Overall I think this is a great suggestion. Good enough in fact to warrant
- The W3C appears to be pretty committed to WS-Federation. Again, why not
leverage an existing standard to build a Cloud Federation standard on?
-----Original Message-----
From: cloud-computing@googlegroups.com
[mailto:cloud-computing@googlegroups.com] On Behalf Of Reuven Cohen
Sent: August 21, 2008 2:27 PM
To: cloud-computing
Subject: The Standardized Cloud
Over the last few weeks I've been engaged in several conversations about the
need for a common, interoperable and open set of cloud computing standards.

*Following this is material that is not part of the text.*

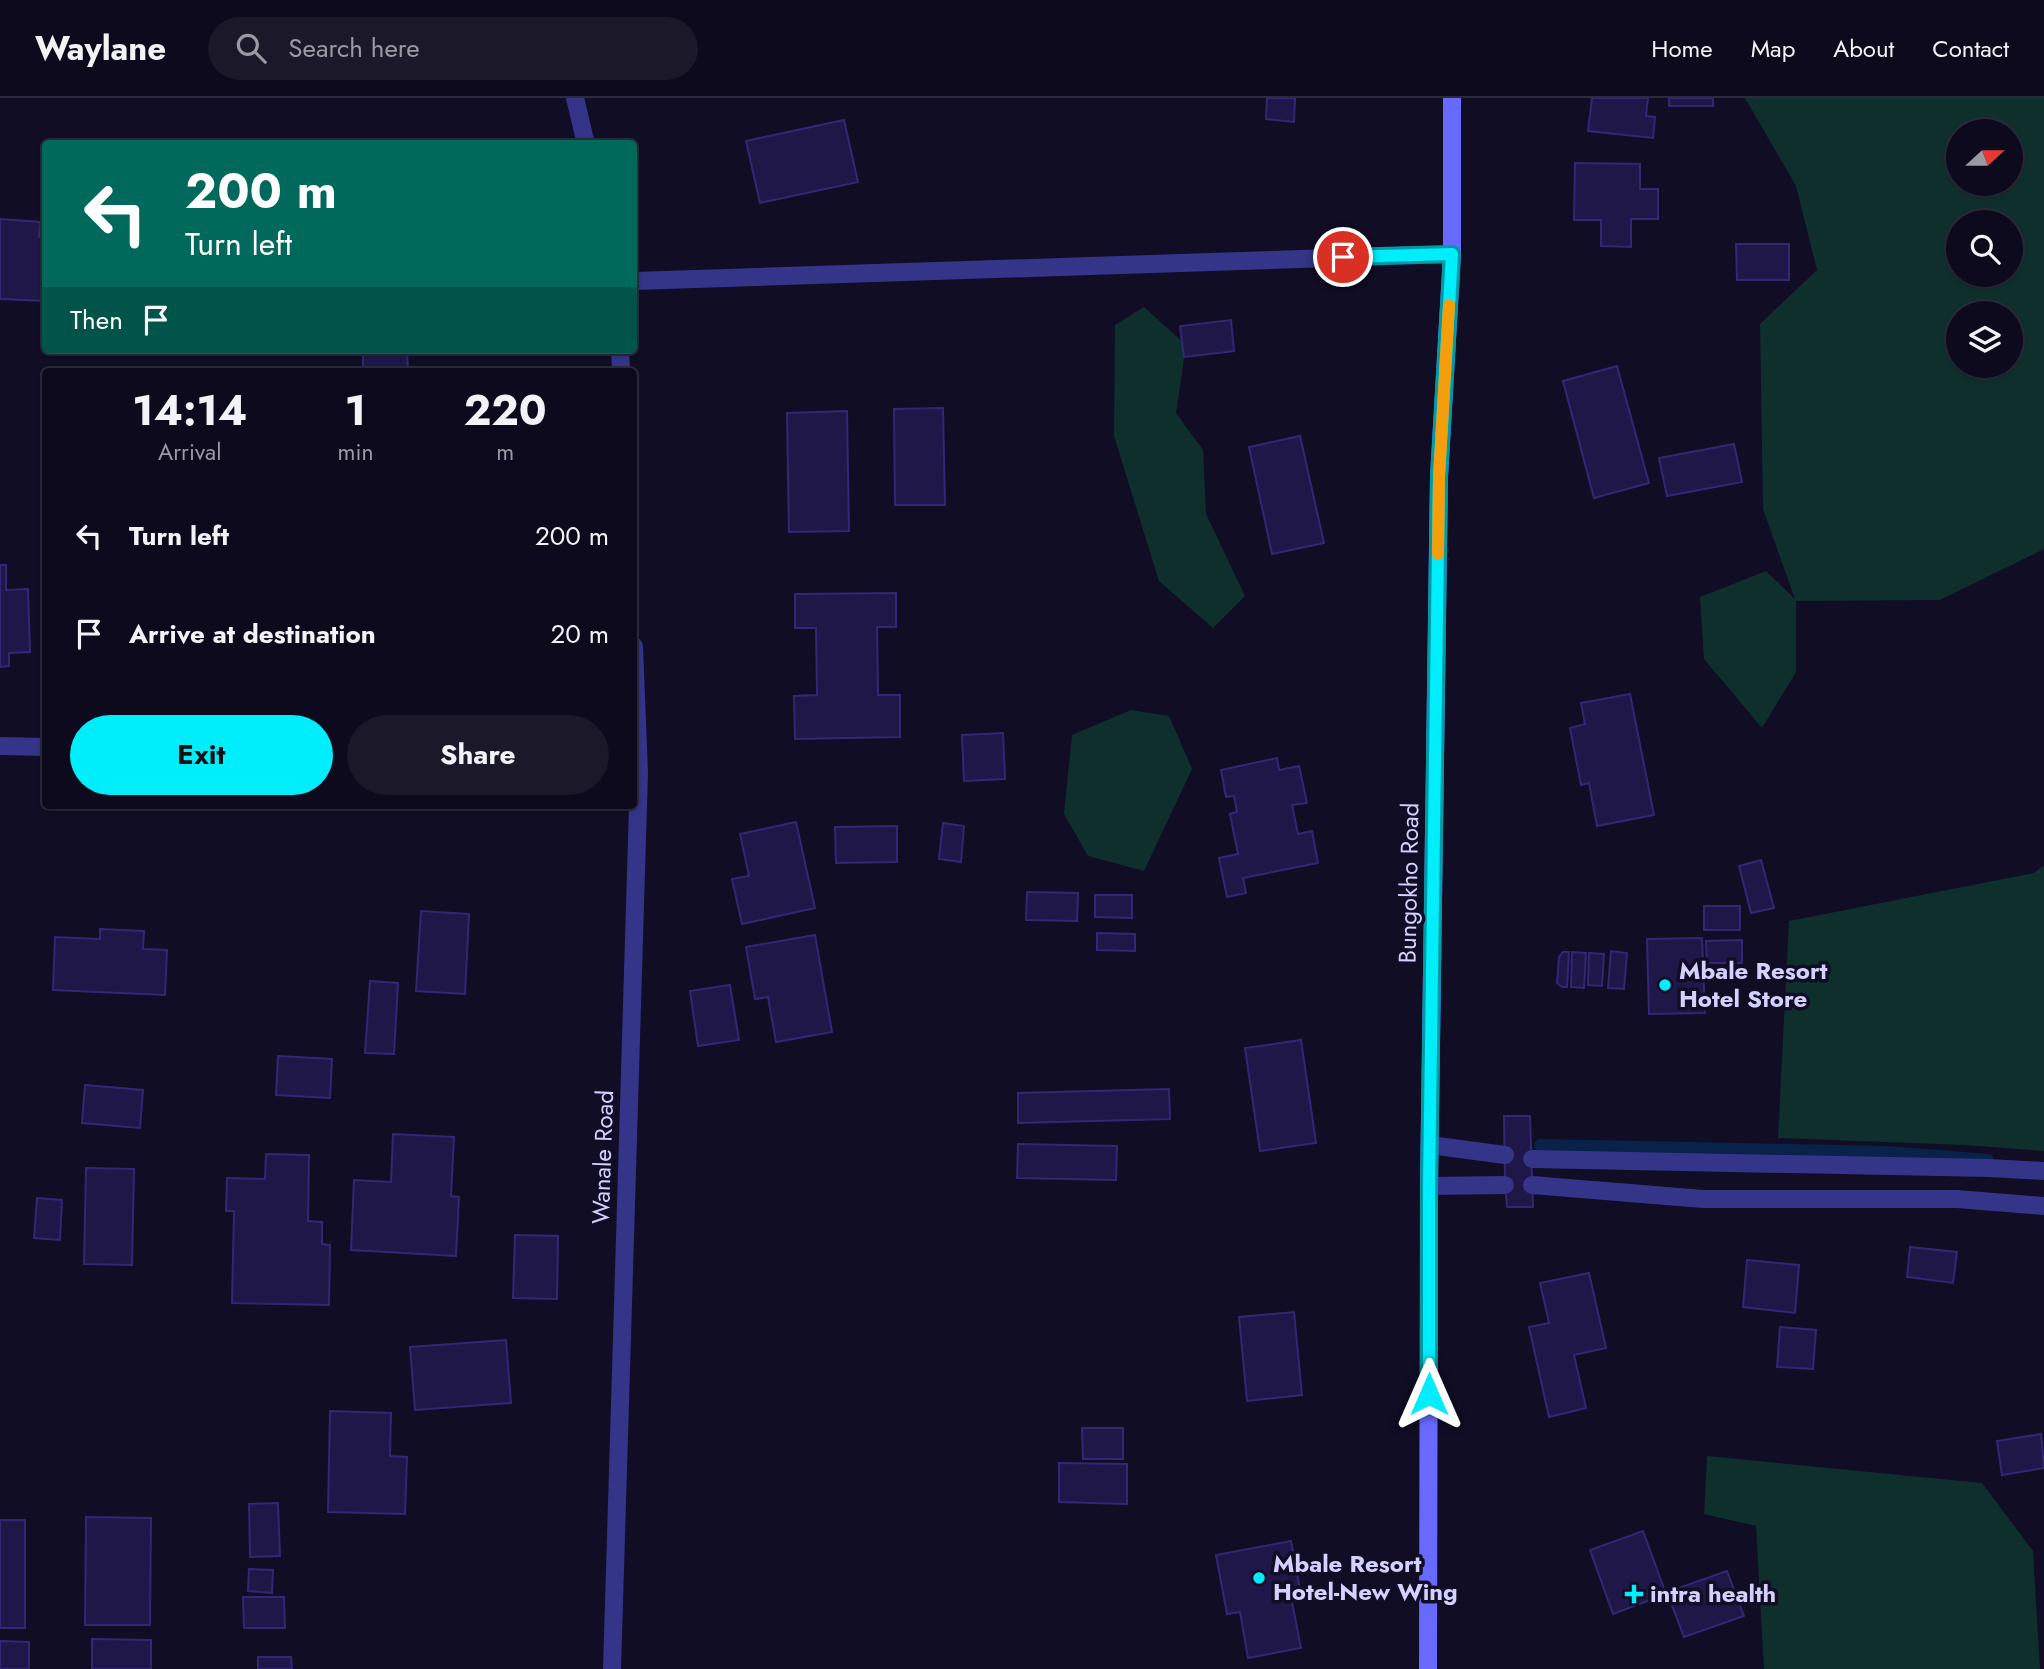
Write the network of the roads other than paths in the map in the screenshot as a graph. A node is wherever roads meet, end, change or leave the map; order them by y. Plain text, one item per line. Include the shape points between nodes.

During these conversations a recurring theme has started to emerge. A need
for cloud interoperability or the ability for diverse cloud systems and
organizations to work together in a common way. In my discussion yesterday
with Rich Wolski of the Eucalyptus project he described the need for what he
called "CloudVirt" similar to that of the Libvirt project for
virtualization. For those of you that don't know about libvirt, it's an open
source toolkit which enables a common API interaction with the
virtualization capabilities of recent versions of Linux (and other OSes).
I would like to take this opportunity to share my ideas as well as get some
feedback on some of the key pain points I see for the creation of common
cloud computing reference API or standard.
* Cloud Resource Description
The ability to describe resources is (in my opinion) the most important
aspect of any standardization effort. One potential avenue might be to use
the Resource Description Framework proposed by the W3C. The Resource
Description Framework (RDF) is a family of specifications, originally
designed as a metadata data model, which has come to be used as a general
method of modeling information through a variety of syntax formats. The RDF
metadata model is based upon the idea of making statements about Web
resources (or Cloud
Resources) in the form of subject-predicate-object expressions, called
triples in RDF lingo. This standardized approach could be modified as a
primary mechanism for describing cloud resources both locally and remotely.
* Cloud Federation (Cloud 2 Cloud)
The holy grail of cloud computing may very well be the ability to seamlessly
bridge both private clouds (datacenters) and remote cloud resources such as
EC2 in a secure and efficient manor. To accomplish this a federation
standard must be enabled. One of the biggest hurdles to over come in
federation is the lack of clear definition to what federation is.
So let me take a stab at defining it.
Cloud federation manages consistency and access controls when two or more
independent geographically distinct clouds share either authentication,
files, computing resources, command and control or access to storage
resources. Cloud federations can be classified into three categories:
peer-to-peer, replication, and hierarchical. Peer 2 peer seems to be the
most logical first step in creating a federation spec. Protocols like XMPP,
P4P and Virtual Distributed Ethernet may make for good starting points.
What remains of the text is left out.